I love both Smalltalk and Ruby - but have found that Ruby is more applicable to what I do daily, and is closer to my heart (practically speaking). What does Ruby offer that Smalltalk doesn't?

  • Text-based scripting
  • Low implementation requirements (runs in more places)
  • Easier to learn and justify (Perl and Python programmers will have no trouble
  • Easier to move programs around - text files!
  • Interfaces well with native environment
  • Anywhere Java runs, jRuby runs...
  • Bigger and much more active community

Some have mentioned gst (GNU Smalltalk); the problems still hold.


Solution:23

Use whatever makes you more powerful and faster to beat your challenge.

For us, a little in house framework, we built in top of seaside is really our superpower.

I love the RoR community, it has the right attitude. That's very very valuable. But at the same time, technologically, seaside makes you stronger against more complicated problems.

You can do great seaside web apps using open-source stuff.

dabbledb was a sartup based on seaside and, hey! Avi sold it to twitter in june this year!

I say you don't need to wait for others to approve your initiative.

Just go for it. Make it done. Show us that works.

You're not alone. We are on the same boat.


Solution:24

Interesting perspective from Robert Martin (from RailsConf 2009): "What Killed Smalltalk Could Kill Ruby, Too"


Solution:25

I think part of the problem is the development-environment-is-the-runtime. This gives a lot of power, but it also presents a larger learning curve.

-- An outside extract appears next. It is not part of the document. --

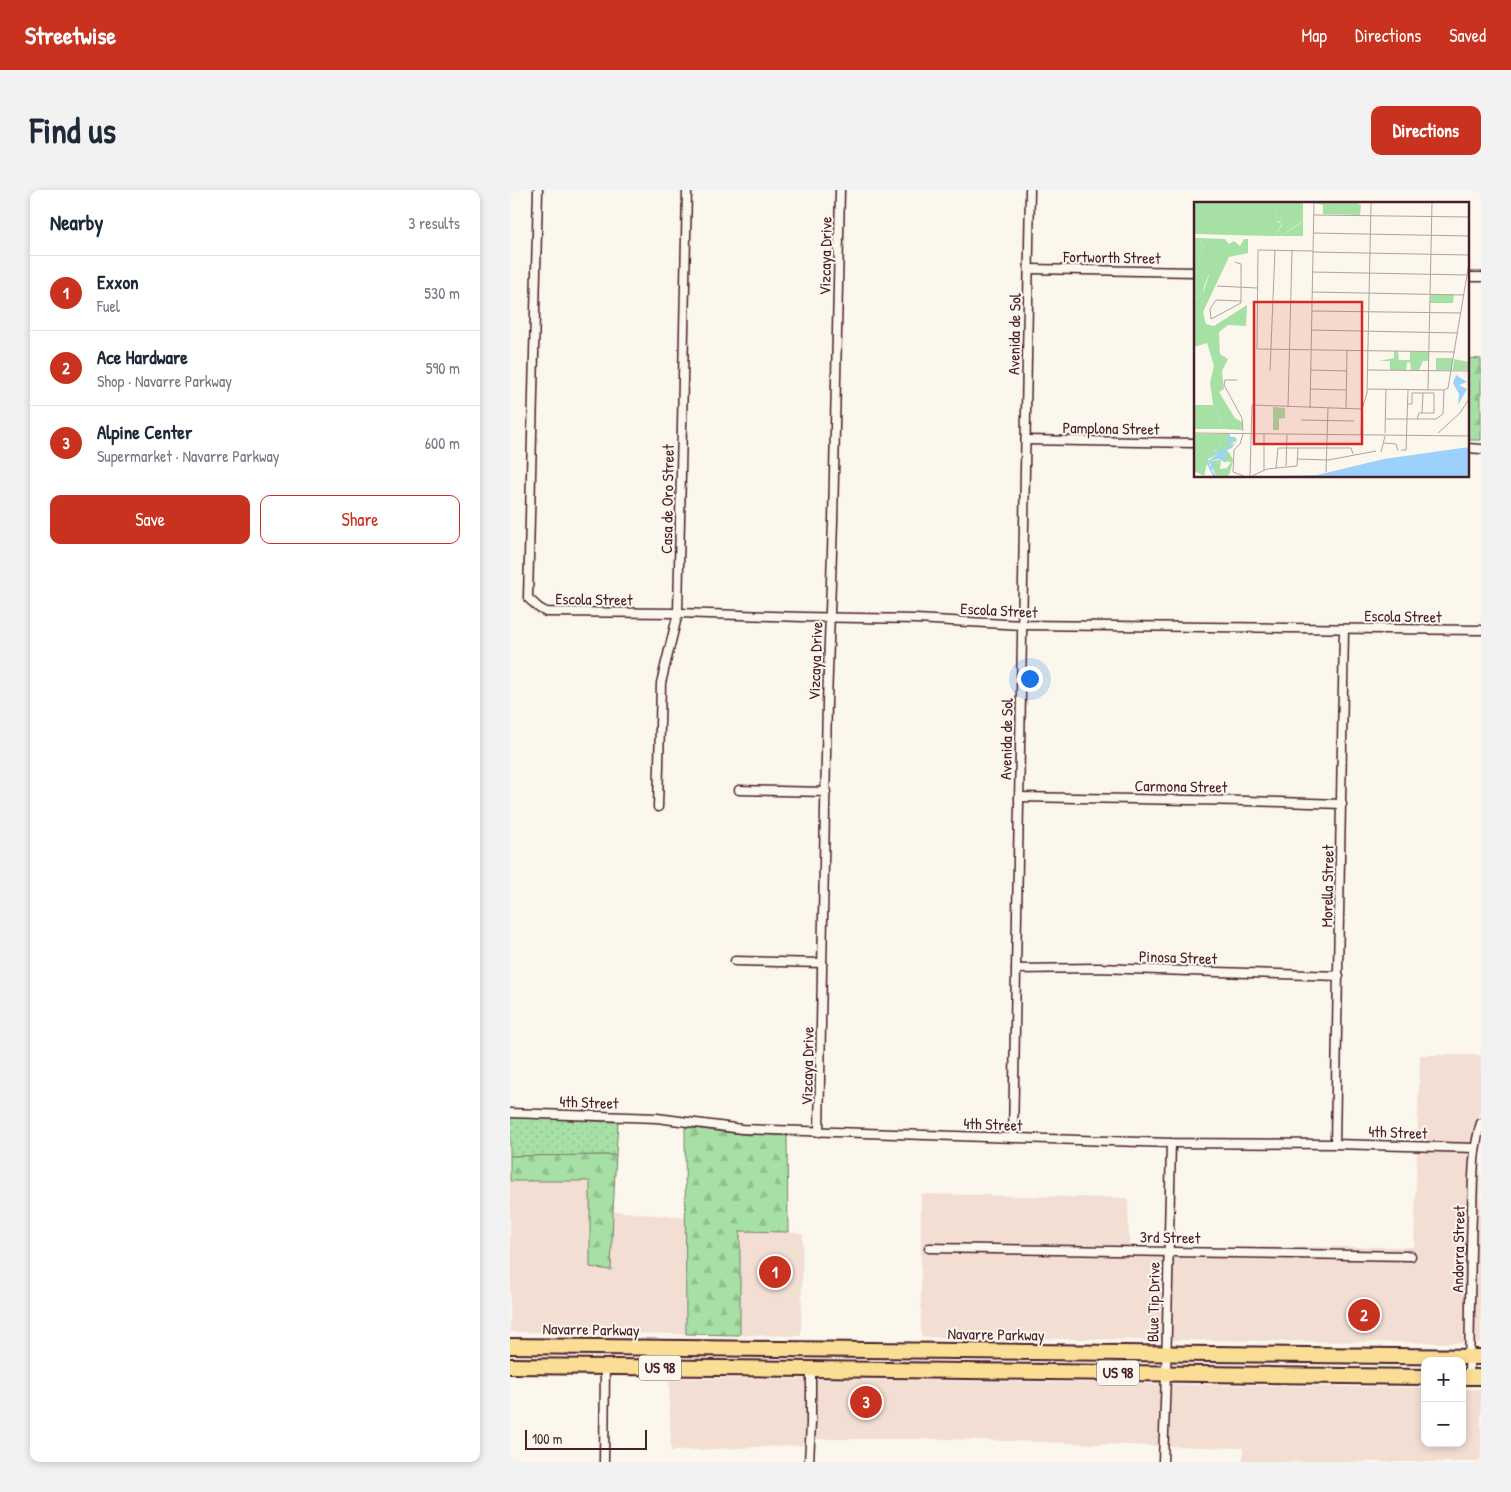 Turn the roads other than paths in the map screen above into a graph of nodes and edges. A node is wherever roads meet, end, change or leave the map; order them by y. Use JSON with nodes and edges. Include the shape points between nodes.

Here is a hello world tutorial.

This is very different from other languages where I just need to know how to open a text editor and copy and paste text, hit save, and run a compiler. I HAVE to know how to use the environment. That tutorial doesn't even show me how to create a basic program (which is likely more a fault of that tutorial) that I can run.

There is definately a higher cost of just getting things going than most other languages.

Most languages have some nice eye-catching code that they can show off. I haven't seen that with Smalltalk. I also think that there is some stigma to Smalltalk because it has been around so long and it is still relatively obscure.


Solution:26

I think the BIGGEST difference is that Ruby is much more similar to perl in terms of USEAGE. Smalltalk never got a foothold into the "scripting" languages.

The VM is really cool and I hope ruby will have something similar to it so we can treat everything on our OS that is written in ruby as object in memory space, however until then I simply enjoy Ruby's terse, short syntax, the ability to just write a tiny script and reuse it later. Ruby got all the advantages of perl and the OOP is much more similar to smalltalk than perl's OOP hack.


Solution:27

I would go further than Jonke's answer, and say there are now a large number of languages that have a very strong community, almost enough to suit every taste, and a subset of these have mainstream recognition (i.e. your manager will let you use them at work as well).

It's easy to learn the basics of a language, but to actually use it effectively you need to invest enough time to learn the platform and the tools, as well as the syntax and the idioms. IIRC, McConnell claims that it takes about three years to become truly proficient.

Given those things, it's hard to justify spending a lot of time on languages like LISP and Smalltalk, although they are interesting and perhaps educational to look at.


Solution:28

As a latecomer to discussion, the main problem with Smalltalk and Lisp is that you can't run them with CGI or FastCGI on shared hosting.

The unwashed masses are never going to use them if they need VPS or dedicated servers to use them. IMHO Seaside is superior to almost anything out ther, but will it run on Dreamhost or Webfaction?